4. 2014 Gross Margin guidance
If Tesla offers guidance for 2014 gross margin, this has potential upside to TSLA’s valuation. More specifically, if TSLA guides to reach 30% gross margin by end of 2014 then this will be significant as it shows that Tesla is doing what most people thought they couldn’t do (ie., make high-margins on the Model S).
5. Model X and S demand
I don’t think this will happen in Q4 ER, but at some point this year people will wake up to the fact that demand for Model X is very strong. On TMC we know Model X reservations are already at around 12,000. And I think Model X demand could be at least as high as the Model S. At some point (maybe this year), people will realize that Model S global demand is at 50k+ units/year and Model X global demand is at 50k+ unit/year. If you do the simple math (100k units x $100k asp = $10b x 30% gross margin = $3b GM x .5 (expenses) = $1.5b income. Give it a 25x forward multiple and you’re looking at a $37.5b valuation or close to a $300 stock price). In other words, if Model S remains robust (ie., U.S., Europe, China) and Tesla is able to ramp production significantly, and if Model X reservation pace picks up (test drives are supposedly starting in Autumn this year), then it could become clear to the market that Tesla is headed to 100k Model S/X per year in a couple years, and that could take the stock higher. I wouldn’t be surprised to see TSLA print $300 at some point this year. That being said, if TSLA runs into challenges (ie., production challenges, safety issues, fires, etc), then the stock could get hit as the valuation is based on future earnings potential and a generous multiple.

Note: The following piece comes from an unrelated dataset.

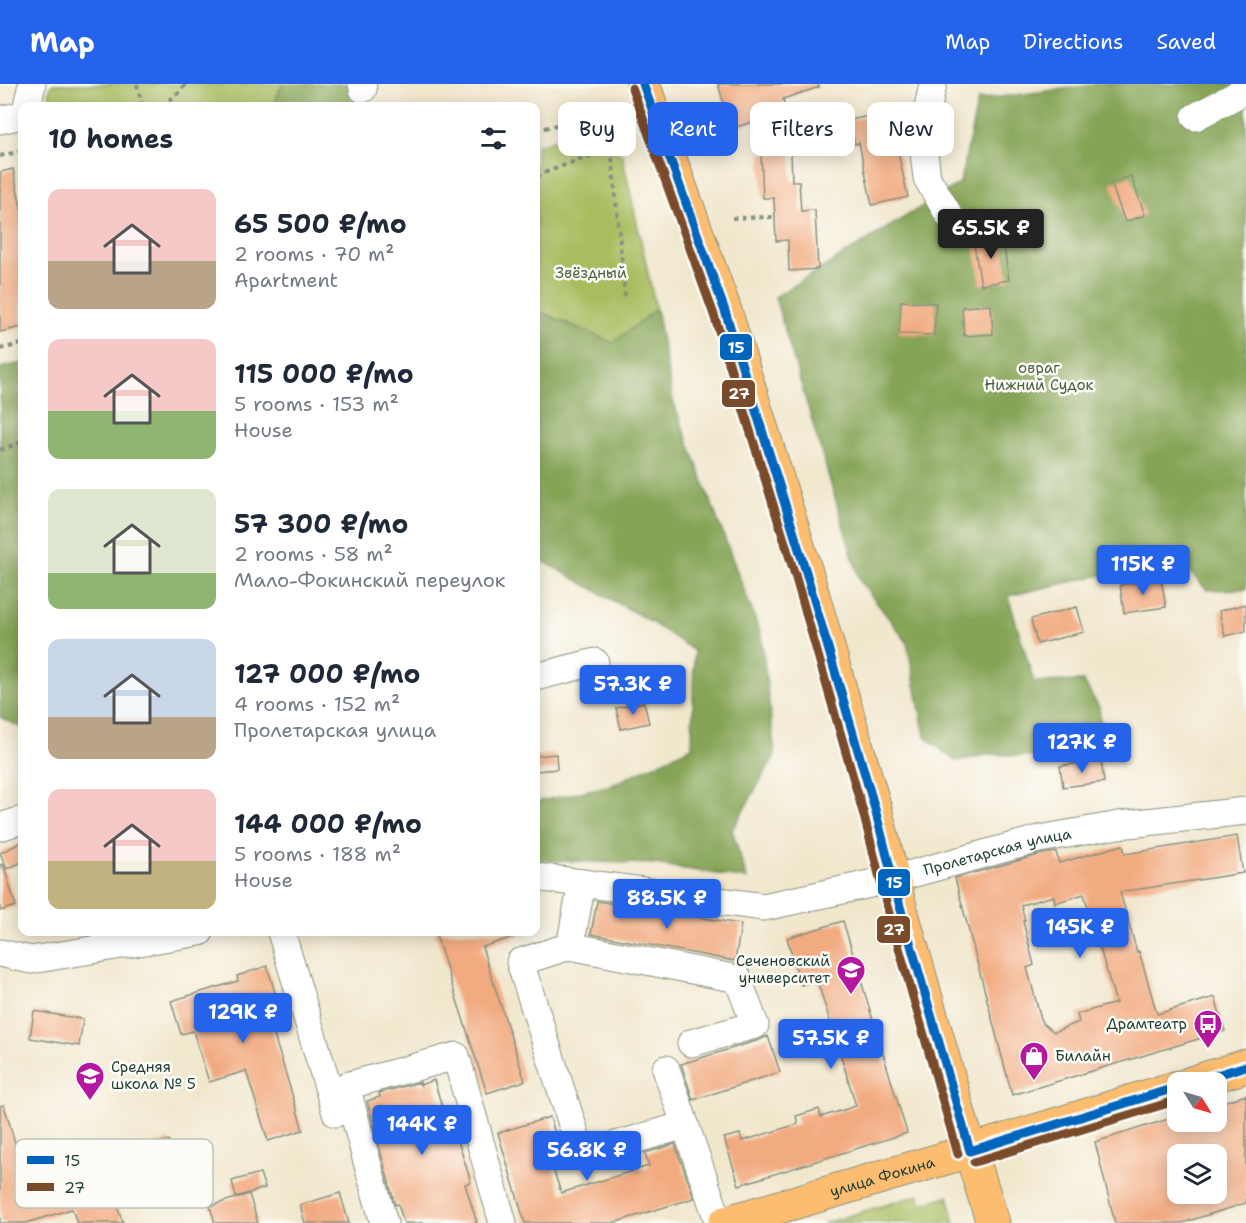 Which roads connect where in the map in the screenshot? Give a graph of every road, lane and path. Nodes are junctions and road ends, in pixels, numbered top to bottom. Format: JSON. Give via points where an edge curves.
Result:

Overall, I think Tesla is in control. They can release as much good news as they deem fit in Q4 ER. However, my hunch is that they’ll be somewhat conservative and space out the good news/expectations throughout the year.
Sleepyhead and I will be co-hosting a google hangout on the evening of earnings (Feb 19) where we’ll evaluate the earnings report/call and share our thoughts.
ps., I'm open-sourcing the spreadsheet I've created. Feel free to add your own numbers and share your creations.
download excel spreadsheet:
View attachment Q4-2013.xlsx
*note: I originally created the spreadsheet on Numbers (Mac) so I'm not sure if it exported the excel file correctly or not, so some functions/formulas might not work.